▶ **Listed entries**
=-=-=

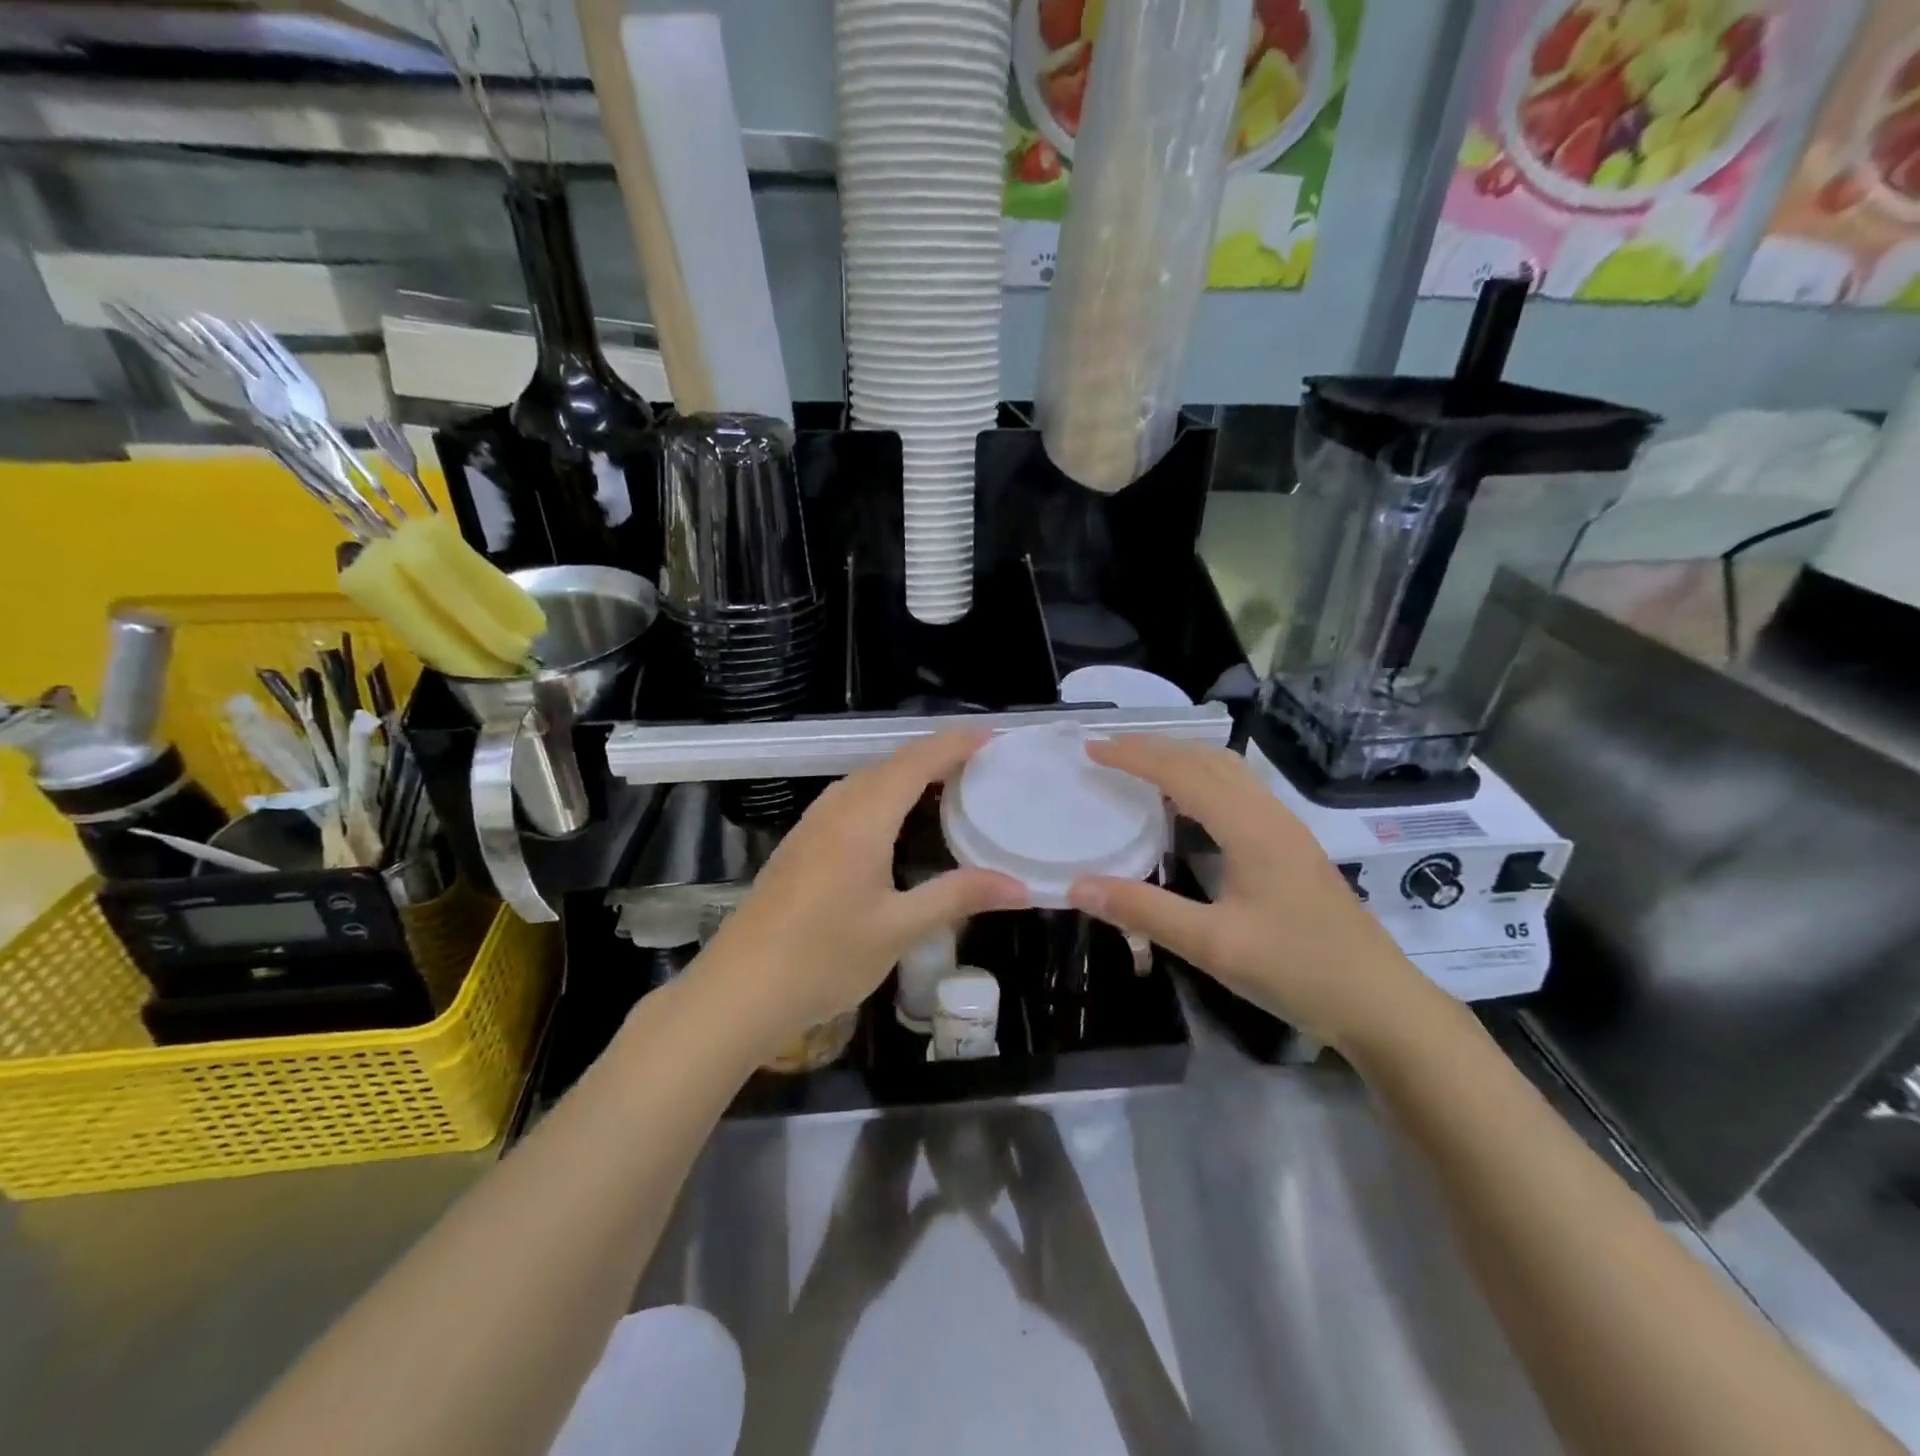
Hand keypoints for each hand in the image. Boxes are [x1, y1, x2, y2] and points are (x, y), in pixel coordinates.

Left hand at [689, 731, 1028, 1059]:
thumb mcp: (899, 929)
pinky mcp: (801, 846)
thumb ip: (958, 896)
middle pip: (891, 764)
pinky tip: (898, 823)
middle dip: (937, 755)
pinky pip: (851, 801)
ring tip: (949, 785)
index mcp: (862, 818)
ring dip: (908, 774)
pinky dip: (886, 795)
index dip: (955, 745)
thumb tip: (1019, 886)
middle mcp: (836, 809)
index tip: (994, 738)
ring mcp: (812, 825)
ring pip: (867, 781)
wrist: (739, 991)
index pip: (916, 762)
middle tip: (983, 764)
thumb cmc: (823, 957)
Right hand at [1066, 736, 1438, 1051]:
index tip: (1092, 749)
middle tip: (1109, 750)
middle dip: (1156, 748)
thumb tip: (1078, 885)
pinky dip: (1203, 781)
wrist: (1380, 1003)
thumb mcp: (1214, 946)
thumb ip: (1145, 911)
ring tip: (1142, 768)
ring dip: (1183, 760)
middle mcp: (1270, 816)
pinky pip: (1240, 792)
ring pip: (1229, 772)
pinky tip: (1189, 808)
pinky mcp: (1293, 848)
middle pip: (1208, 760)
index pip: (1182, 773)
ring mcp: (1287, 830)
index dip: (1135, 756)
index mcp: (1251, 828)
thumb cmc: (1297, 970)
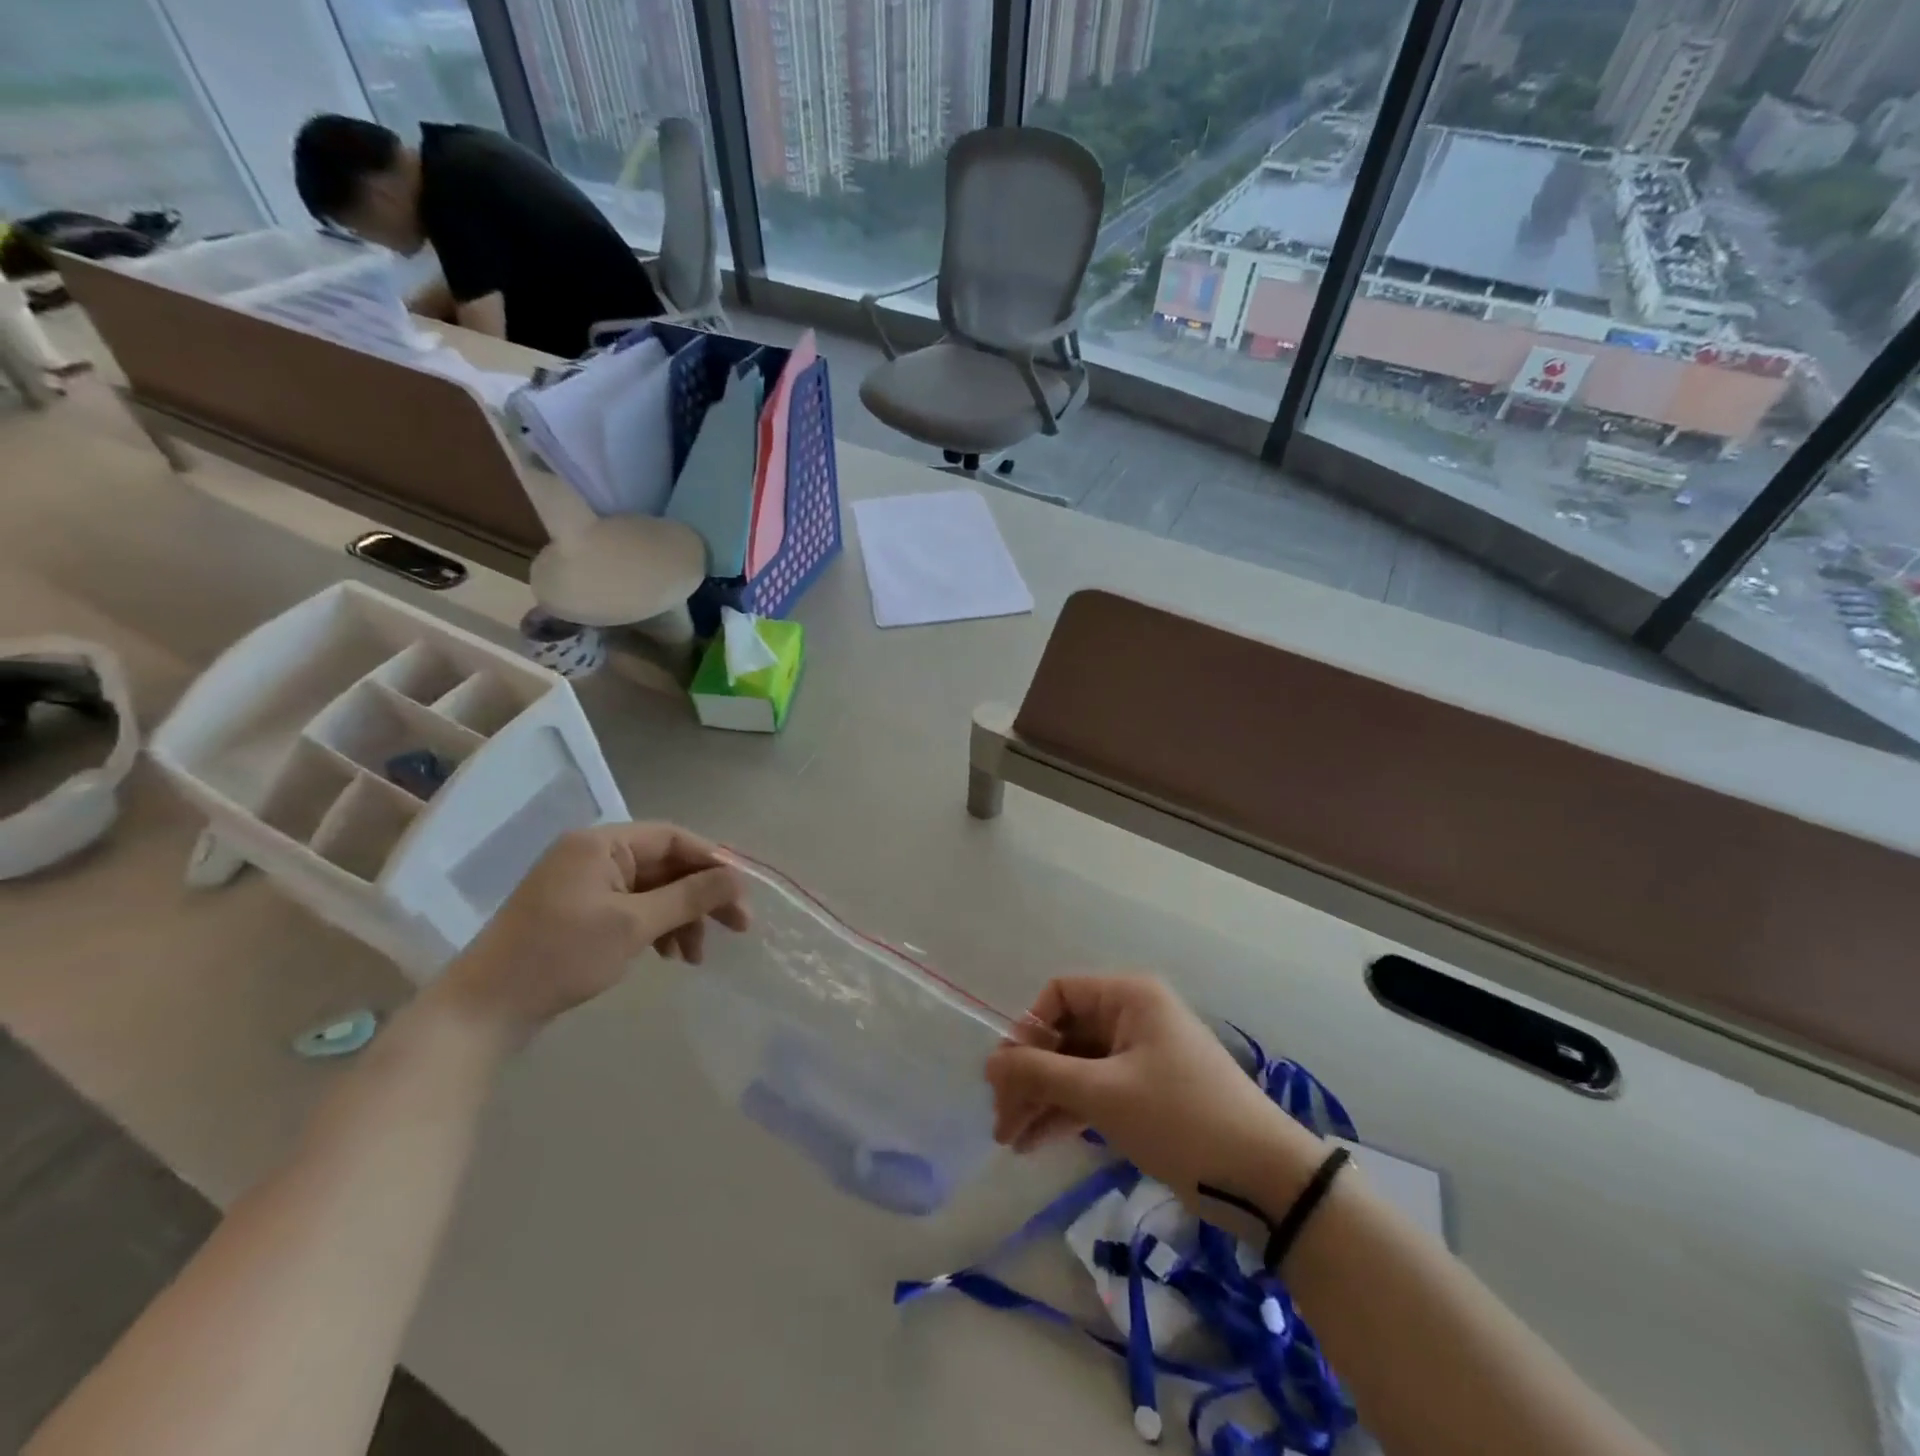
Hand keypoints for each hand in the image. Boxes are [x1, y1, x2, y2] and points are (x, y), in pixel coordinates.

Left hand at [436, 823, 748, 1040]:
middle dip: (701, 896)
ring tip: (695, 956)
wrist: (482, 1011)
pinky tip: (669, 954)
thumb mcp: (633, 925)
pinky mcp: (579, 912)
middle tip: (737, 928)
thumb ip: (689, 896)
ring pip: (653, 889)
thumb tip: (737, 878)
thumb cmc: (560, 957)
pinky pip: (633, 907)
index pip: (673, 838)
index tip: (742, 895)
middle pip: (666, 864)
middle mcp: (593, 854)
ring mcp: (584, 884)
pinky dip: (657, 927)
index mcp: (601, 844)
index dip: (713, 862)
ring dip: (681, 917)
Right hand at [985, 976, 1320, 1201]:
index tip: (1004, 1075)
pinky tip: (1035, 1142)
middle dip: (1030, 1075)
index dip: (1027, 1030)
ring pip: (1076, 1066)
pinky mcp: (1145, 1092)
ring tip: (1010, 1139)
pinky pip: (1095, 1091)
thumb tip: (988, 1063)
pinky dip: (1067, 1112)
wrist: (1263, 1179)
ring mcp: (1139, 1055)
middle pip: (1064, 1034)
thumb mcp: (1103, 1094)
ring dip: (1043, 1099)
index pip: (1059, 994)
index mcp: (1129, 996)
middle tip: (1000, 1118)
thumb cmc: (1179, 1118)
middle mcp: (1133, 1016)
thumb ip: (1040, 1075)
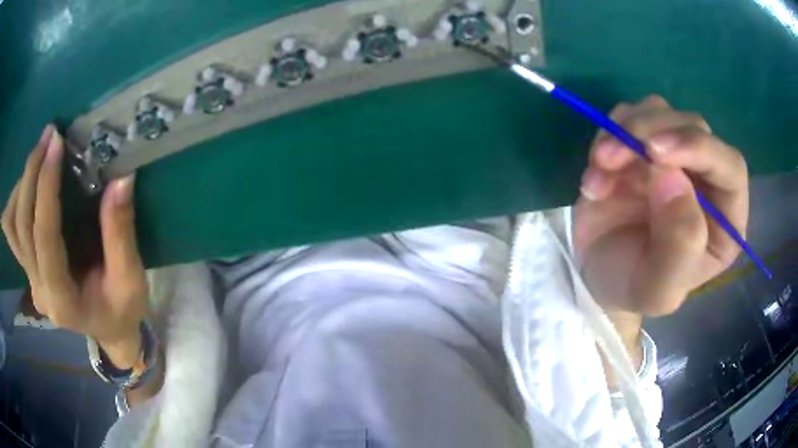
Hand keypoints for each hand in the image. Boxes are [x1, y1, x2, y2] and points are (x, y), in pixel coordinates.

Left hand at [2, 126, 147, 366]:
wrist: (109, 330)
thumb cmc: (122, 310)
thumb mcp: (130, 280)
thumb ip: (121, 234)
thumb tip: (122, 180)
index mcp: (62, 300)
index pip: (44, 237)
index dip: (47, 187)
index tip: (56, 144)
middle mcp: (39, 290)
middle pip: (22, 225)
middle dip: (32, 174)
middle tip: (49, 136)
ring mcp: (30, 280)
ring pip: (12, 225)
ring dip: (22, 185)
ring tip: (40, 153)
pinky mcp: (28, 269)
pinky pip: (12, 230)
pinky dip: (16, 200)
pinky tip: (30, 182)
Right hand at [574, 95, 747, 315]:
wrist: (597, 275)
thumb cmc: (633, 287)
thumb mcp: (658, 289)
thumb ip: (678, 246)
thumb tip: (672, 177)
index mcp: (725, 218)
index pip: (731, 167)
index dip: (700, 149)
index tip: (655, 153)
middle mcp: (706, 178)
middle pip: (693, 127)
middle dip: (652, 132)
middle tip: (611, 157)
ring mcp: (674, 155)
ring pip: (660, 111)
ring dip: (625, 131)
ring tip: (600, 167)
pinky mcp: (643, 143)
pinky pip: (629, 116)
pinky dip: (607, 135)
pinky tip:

=-=-=

▶ **Task details**
From the entries above, select each line containing the string "Right".

▶ **Written answer**
Right hand at [1066, 736, 1438, 1051]:
Right hand at [985, 976, 1320, 1201]:
Right hand at [574, 95, 747, 315]:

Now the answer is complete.